Tusk appellierte an die Verantwortung der Weltmächte: Noch sei Zeit, "Konflikt und Chaos zu verhindern". Die Welt benötige Handelsreformen statt Konfrontation, sagte der EU-Ratspräsident nach einem Treffen mit Chinas Ministerpräsident Li Keqiang beim jährlichen EU-China-Gipfel. "Deshalb rufe ich unsere chinesischen Gastgeber auf, aber auch die Präsidenten Trump und Putin, gemeinsam einen Prozess zu beginnen, die WTO vollständig zu reformieren."
US-Präsident Donald Trump und Russlands Staatschef Wladimir Putin treffen sich am Montag in der finnischen Hauptstadt Helsinki zu ihrem ersten bilateralen Gipfel seit Trumps Amtsantritt vor anderthalb Jahren. Am Wochenende hatte Trump in einem Interview sowohl Russland als auch China und die EU als "Gegner" bezeichnet und damit in Europa empörte Reaktionen ausgelöst.
China und die USA wiederum hatten sich zuletzt wechselseitig mit der Ankündigung massiver Strafzölle überzogen und damit die Furcht vor einem weltumspannenden Handelskrieg mit drastischen Folgen für die Konjunktur genährt.
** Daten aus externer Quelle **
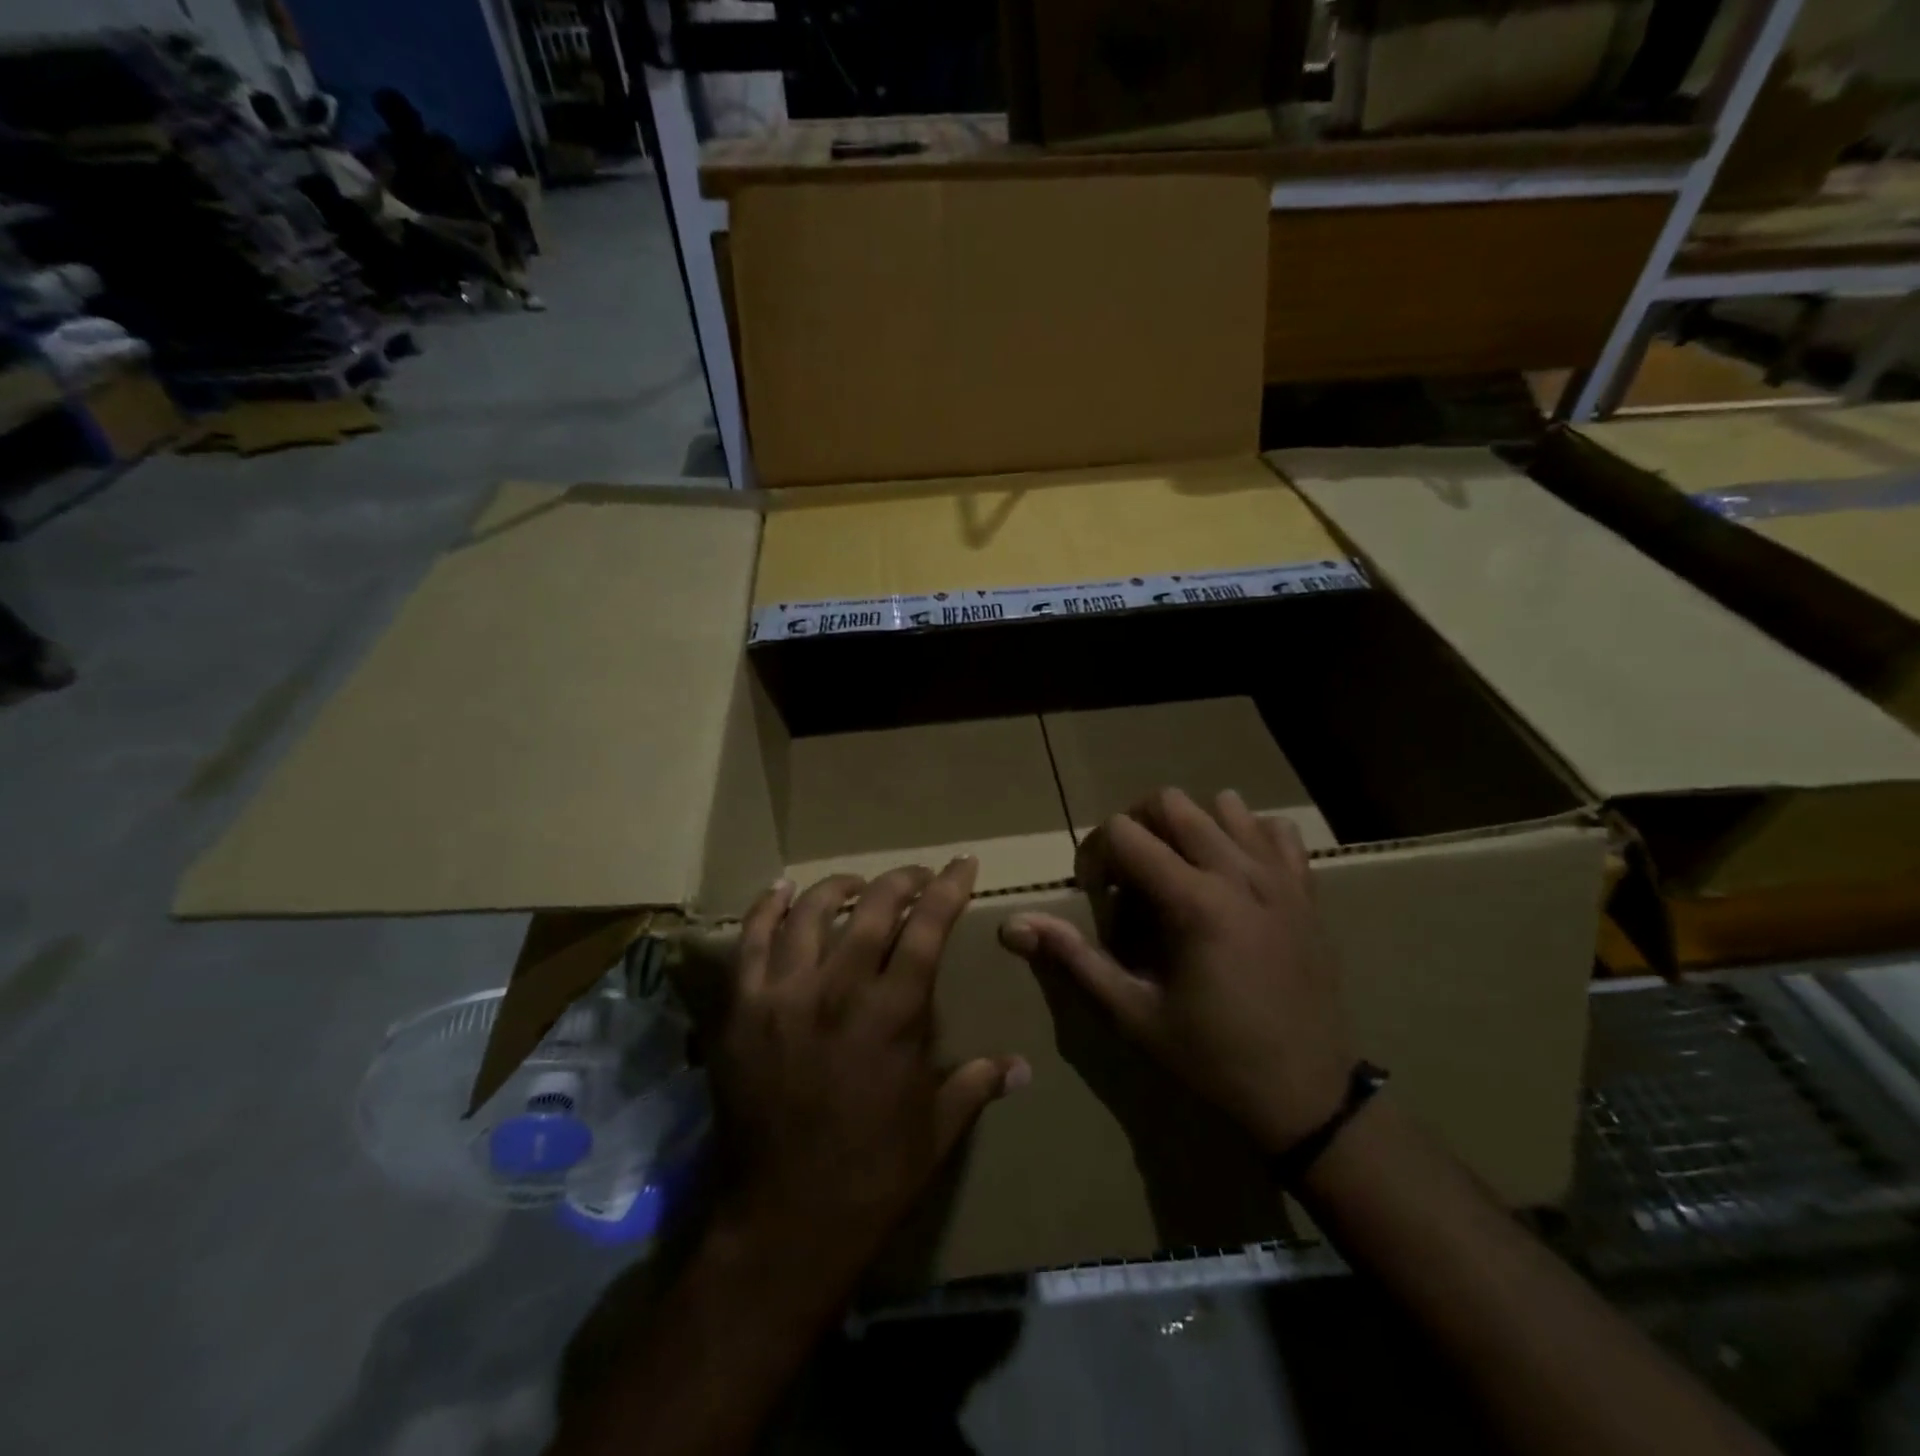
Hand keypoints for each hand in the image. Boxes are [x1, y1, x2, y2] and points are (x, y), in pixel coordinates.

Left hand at [702, 859, 1028, 1273]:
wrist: (785, 1220)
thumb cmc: (873, 1174)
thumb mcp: (938, 1129)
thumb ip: (978, 1083)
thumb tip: (1022, 1067)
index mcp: (894, 1013)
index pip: (929, 927)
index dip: (950, 888)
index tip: (963, 863)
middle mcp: (839, 989)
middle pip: (872, 906)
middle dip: (903, 880)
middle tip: (917, 877)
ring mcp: (783, 995)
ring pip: (810, 912)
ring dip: (839, 888)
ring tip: (856, 886)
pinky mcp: (741, 1010)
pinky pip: (750, 941)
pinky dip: (767, 907)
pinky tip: (782, 890)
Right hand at [998, 788, 1354, 1153]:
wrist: (1308, 1096)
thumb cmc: (1213, 1058)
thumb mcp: (1134, 1015)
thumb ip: (1074, 960)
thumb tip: (1011, 925)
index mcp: (1193, 902)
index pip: (1124, 831)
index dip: (1095, 853)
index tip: (1097, 895)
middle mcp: (1238, 873)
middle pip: (1170, 803)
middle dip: (1136, 828)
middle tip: (1130, 878)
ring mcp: (1279, 877)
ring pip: (1224, 805)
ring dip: (1189, 826)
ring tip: (1180, 871)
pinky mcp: (1306, 890)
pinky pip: (1276, 830)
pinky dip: (1247, 834)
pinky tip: (1233, 871)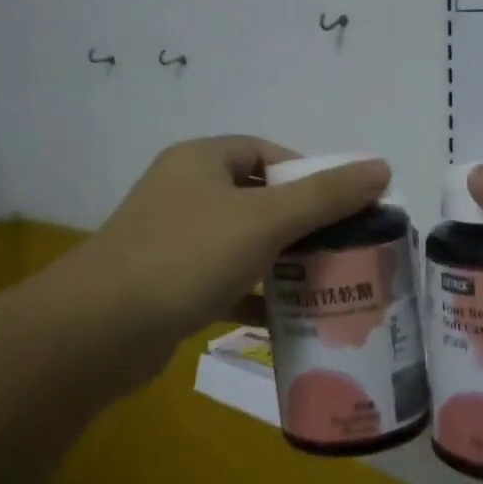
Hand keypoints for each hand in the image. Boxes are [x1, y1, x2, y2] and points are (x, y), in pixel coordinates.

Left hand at [83, 137, 389, 349]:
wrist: (100, 331)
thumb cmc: (187, 257)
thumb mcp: (264, 220)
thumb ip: (326, 195)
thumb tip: (382, 167)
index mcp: (201, 161)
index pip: (267, 153)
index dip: (309, 174)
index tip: (344, 207)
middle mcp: (184, 192)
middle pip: (258, 199)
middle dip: (302, 223)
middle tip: (343, 247)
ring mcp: (173, 240)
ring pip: (242, 243)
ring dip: (281, 261)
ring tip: (325, 282)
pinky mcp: (168, 285)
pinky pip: (224, 281)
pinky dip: (254, 295)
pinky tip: (285, 317)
"Heute stehen wir vor einem Dilemma", sagte Tusk in Peking. Die Staaten müssten sich entscheiden, "ob sie ein hartes Spiel mit Zollkriegen oder Konflikten wie in der Ukraine oder in Syrien spielen, oder ob sie nach gemeinsamen Lösungen suchen, die auf fairen Regeln basieren". Europa, China, die USA und Russland rief er zum Schulterschluss auf - es sei die gemeinsame Pflicht, "die globale Handelsordnung nicht zu zerstören, sondern sie zu verbessern."
Genaue Vorschläge für eine Reform der Welthandelsorganisation WTO machte Tusk nicht. Ende Mai hatte sich bereits die französischen Regierung für eine grundlegende WTO-Reform ausgesprochen. Trump, der multilateralen Organisationen grundsätzlich wenig abgewinnen kann, hat bereits mehrfach einen möglichen Austritt der USA aus der WTO ins Spiel gebracht. Besonders stört er sich daran, dass China dort als Entwicklungsland eingestuft wird - dies verschaffe China große Vorteile, insbesondere gegenüber den USA.
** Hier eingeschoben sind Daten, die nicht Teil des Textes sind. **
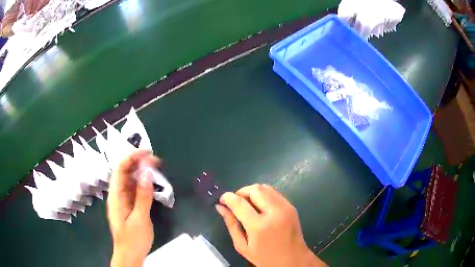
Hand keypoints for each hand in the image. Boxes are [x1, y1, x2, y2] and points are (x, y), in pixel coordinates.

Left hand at [107, 150, 157, 266]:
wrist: (130, 255)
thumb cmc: (133, 240)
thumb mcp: (140, 219)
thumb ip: (143, 196)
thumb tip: (147, 173)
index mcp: (116, 196)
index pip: (120, 169)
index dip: (132, 157)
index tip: (148, 152)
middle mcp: (117, 194)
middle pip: (125, 172)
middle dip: (138, 162)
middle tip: (156, 160)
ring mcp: (123, 200)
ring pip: (130, 179)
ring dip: (142, 171)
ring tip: (156, 168)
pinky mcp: (129, 205)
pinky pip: (135, 189)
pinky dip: (143, 183)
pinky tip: (152, 182)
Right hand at [216, 184, 325, 266]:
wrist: (293, 260)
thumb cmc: (265, 258)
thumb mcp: (243, 246)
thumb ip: (231, 225)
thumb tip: (220, 207)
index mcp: (259, 226)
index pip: (239, 203)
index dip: (227, 197)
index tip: (222, 200)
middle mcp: (274, 212)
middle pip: (254, 189)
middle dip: (241, 192)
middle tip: (236, 203)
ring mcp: (286, 208)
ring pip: (265, 188)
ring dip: (252, 192)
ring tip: (247, 204)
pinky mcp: (291, 207)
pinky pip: (274, 193)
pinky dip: (263, 196)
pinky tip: (260, 207)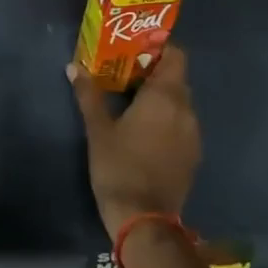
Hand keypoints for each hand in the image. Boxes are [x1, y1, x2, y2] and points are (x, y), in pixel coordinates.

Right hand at [68, 45, 200, 239]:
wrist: (143, 217)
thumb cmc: (118, 166)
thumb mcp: (98, 130)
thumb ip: (88, 95)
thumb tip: (74, 67)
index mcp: (165, 97)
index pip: (176, 56)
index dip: (158, 49)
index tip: (134, 54)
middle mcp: (186, 110)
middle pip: (176, 78)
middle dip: (153, 74)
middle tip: (124, 77)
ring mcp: (193, 134)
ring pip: (180, 103)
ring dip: (160, 99)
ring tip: (131, 105)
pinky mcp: (193, 154)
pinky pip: (182, 124)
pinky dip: (167, 120)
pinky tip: (144, 133)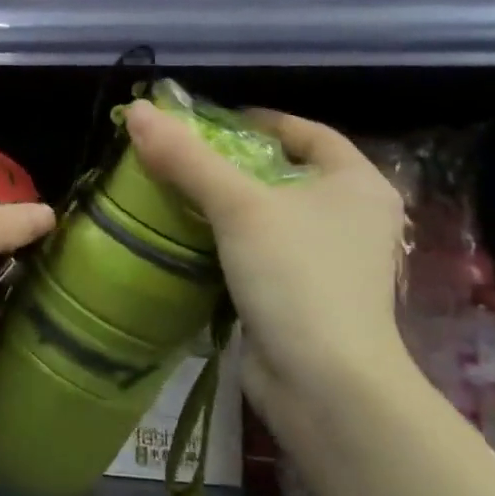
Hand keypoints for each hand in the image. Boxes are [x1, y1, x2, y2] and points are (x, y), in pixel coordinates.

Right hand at [124, 101, 406, 389]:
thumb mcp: (239, 207)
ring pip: (270, 216)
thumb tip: (137, 112)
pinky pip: (261, 253)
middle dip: (232, 165)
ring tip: (173, 194)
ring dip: (225, 206)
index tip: (208, 123)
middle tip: (179, 158)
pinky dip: (228, 243)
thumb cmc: (296, 277)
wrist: (324, 383)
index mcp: (357, 184)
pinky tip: (189, 241)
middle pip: (284, 174)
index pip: (307, 132)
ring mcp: (331, 261)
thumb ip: (187, 158)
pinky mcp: (305, 296)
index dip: (259, 121)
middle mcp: (352, 217)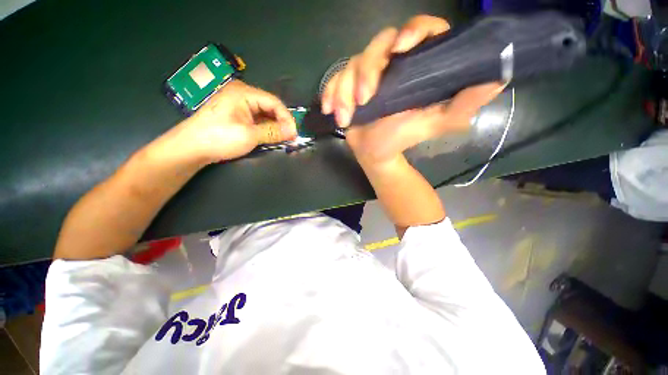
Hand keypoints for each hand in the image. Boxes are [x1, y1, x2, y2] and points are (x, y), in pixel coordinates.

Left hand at [164, 80, 296, 164]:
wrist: (190, 148)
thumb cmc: (219, 138)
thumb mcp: (249, 135)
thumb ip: (273, 132)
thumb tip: (293, 132)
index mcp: (243, 93)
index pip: (274, 102)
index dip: (287, 118)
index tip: (294, 133)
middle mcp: (241, 94)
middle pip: (269, 107)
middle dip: (281, 122)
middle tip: (290, 137)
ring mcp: (237, 104)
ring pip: (263, 114)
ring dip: (274, 126)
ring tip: (282, 139)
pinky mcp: (235, 114)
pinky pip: (256, 119)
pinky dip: (265, 128)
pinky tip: (270, 137)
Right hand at [321, 15, 503, 165]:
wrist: (376, 153)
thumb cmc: (403, 137)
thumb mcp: (438, 122)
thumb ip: (466, 102)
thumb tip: (499, 75)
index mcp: (416, 66)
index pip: (421, 31)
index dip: (413, 30)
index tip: (403, 46)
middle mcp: (391, 64)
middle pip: (377, 45)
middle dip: (367, 71)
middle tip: (364, 100)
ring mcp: (367, 74)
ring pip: (352, 64)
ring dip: (345, 91)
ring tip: (345, 117)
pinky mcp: (348, 86)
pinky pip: (335, 81)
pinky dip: (330, 94)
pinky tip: (331, 111)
Gegenüber der Volksrepublik wähnt Trump sein Land wegen des hohen chinesischen Überschusses beim Handel mit den USA ohnehin im Nachteil. Die Handelsstretigkeiten drohten allerdings beide Seiten zu treffen, warnte am Montag Mao Shenyong vom chinesischen Statistikbüro. Zudem sei die Weltwirtschaft "tief integriert", globalisierte Lieferketten hätten deshalb zur Folge, dass auch weitere Länder die Folgen spüren würden.
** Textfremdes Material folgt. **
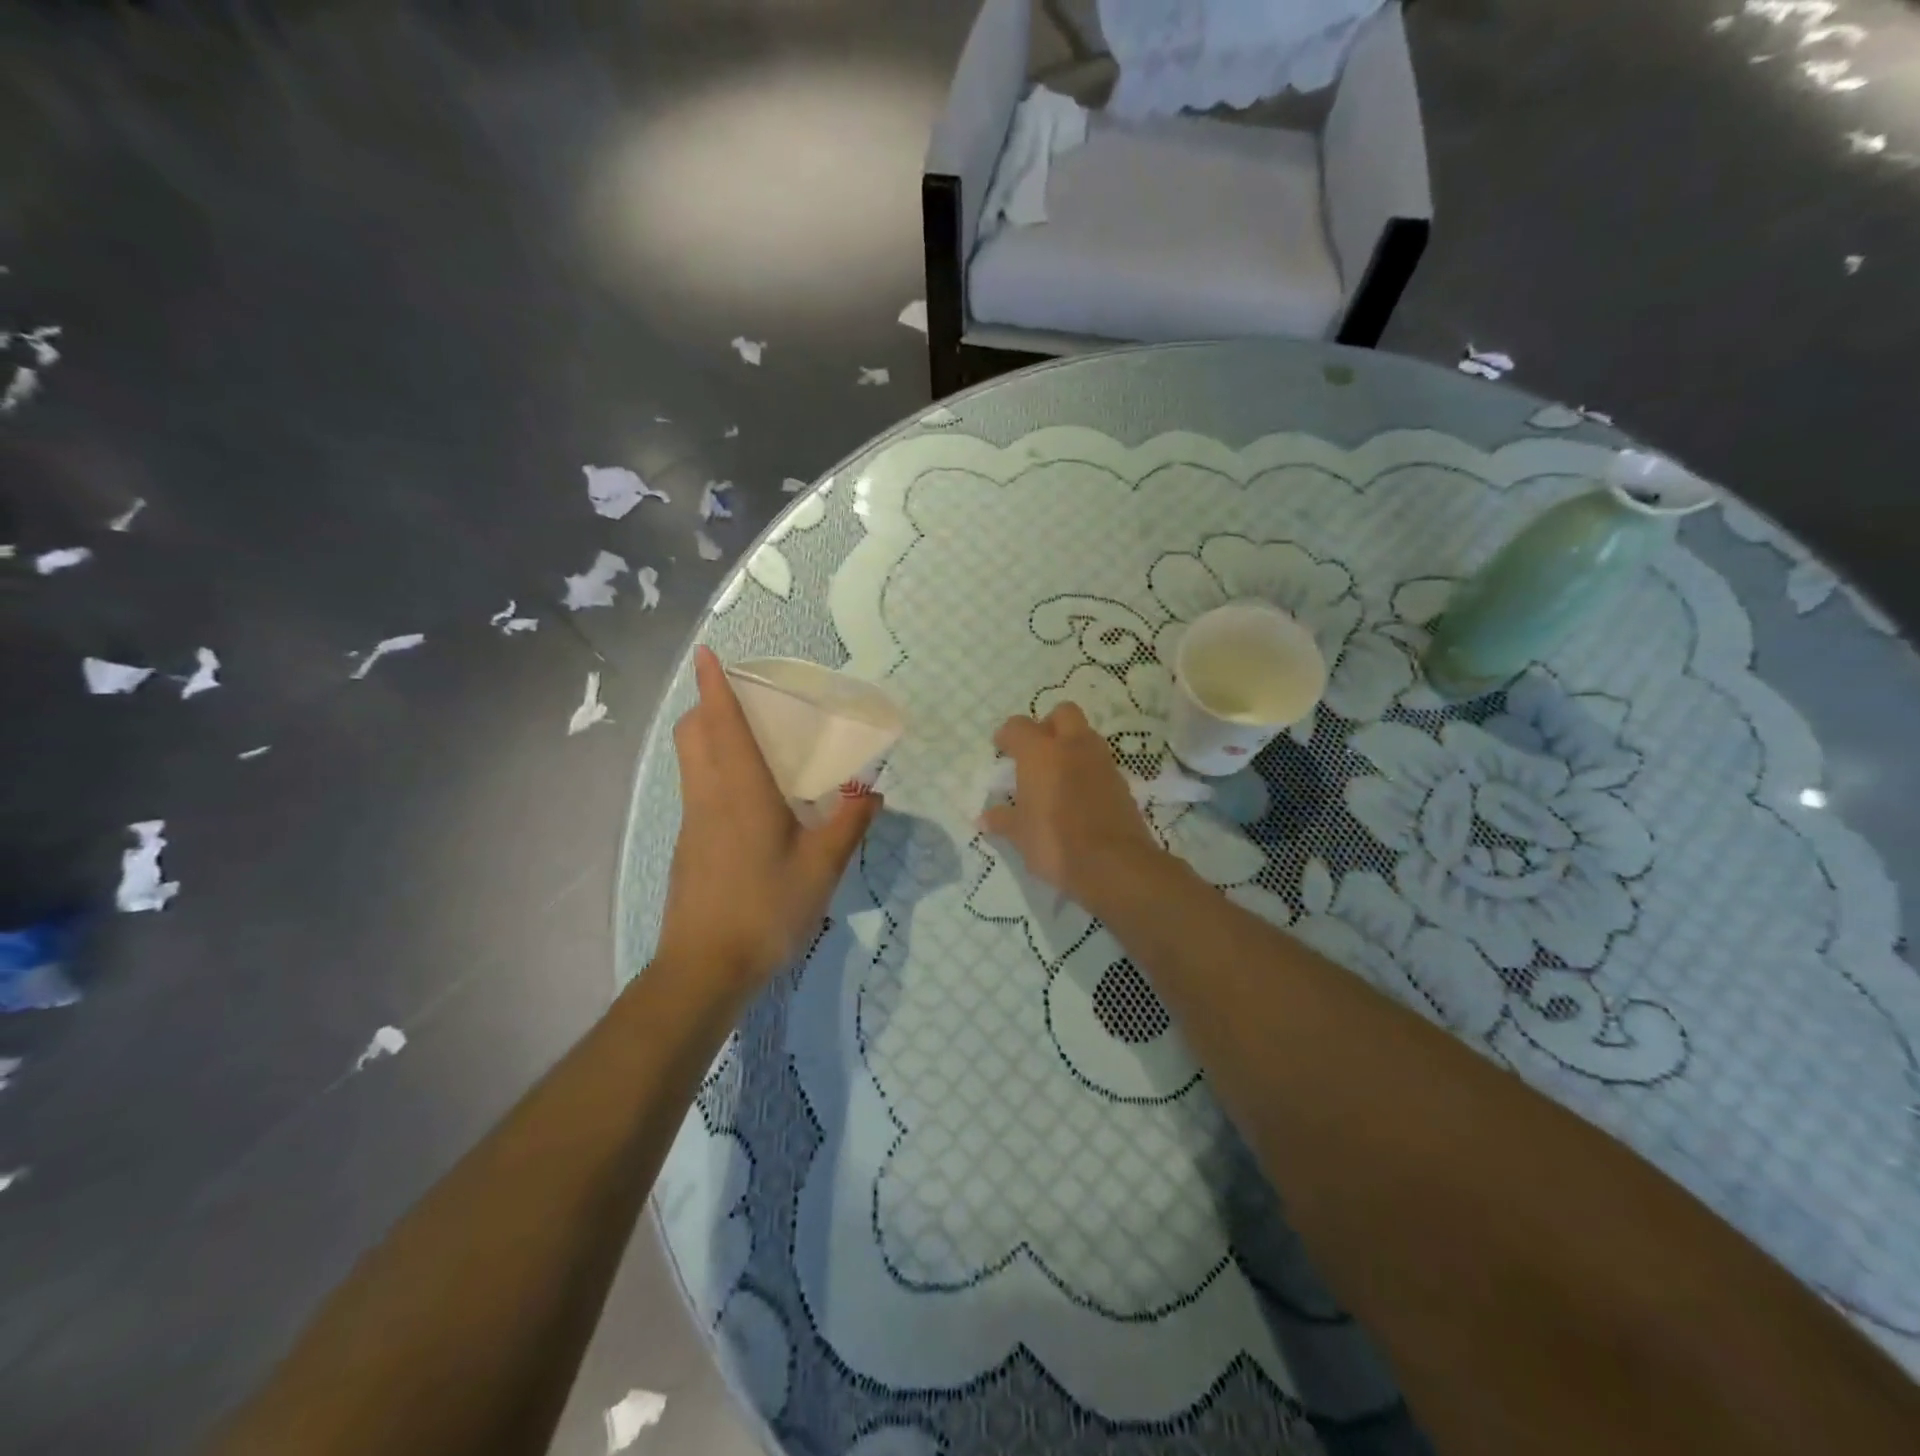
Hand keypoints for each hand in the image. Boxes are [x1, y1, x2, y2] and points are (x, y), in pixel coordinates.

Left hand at [657, 648, 881, 987]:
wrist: (705, 968)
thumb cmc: (766, 909)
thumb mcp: (822, 868)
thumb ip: (849, 824)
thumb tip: (873, 793)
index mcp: (740, 791)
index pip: (722, 724)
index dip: (714, 685)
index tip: (707, 654)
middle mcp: (709, 797)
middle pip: (693, 735)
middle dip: (707, 707)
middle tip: (744, 702)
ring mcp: (692, 822)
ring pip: (691, 762)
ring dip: (709, 737)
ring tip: (754, 743)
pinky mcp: (689, 846)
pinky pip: (698, 789)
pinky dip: (715, 771)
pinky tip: (752, 798)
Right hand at [979, 703, 1166, 908]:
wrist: (1114, 863)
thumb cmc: (1055, 843)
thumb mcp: (1020, 835)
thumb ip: (1002, 821)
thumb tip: (984, 817)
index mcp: (1040, 753)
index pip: (1019, 726)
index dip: (1008, 735)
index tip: (1002, 749)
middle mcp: (1073, 747)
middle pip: (1063, 713)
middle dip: (1048, 725)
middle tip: (1036, 751)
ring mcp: (1102, 762)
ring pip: (1086, 735)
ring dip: (1071, 745)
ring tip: (1057, 773)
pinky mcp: (1121, 782)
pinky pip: (1101, 762)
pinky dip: (1088, 769)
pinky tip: (1079, 794)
In China sind die Auswirkungen auf die Konjunktur bislang noch überschaubar: Das Wachstum ließ im zweiten Quartal nur leicht nach. Von April bis Ende Juni stieg das Bruttoinlandsprodukt der zweitgrößten Volkswirtschaft der Welt um 6,7 Prozent. Das waren 0,1 Punkte weniger als im ersten Quartal. Die chinesische Regierung hat für das Gesamtjahr ein Ziel von 6,5 Prozent Wachstum ausgeben.
Die EU-Delegation reist von China aus nach Japan weiter. Dort findet am Dienstag der EU-Japan-Gipfel statt, bei dem das seit Jahren ausgehandelte Freihandelsabkommen Economic Partnership Agreement (EPA) unterzeichnet werden soll.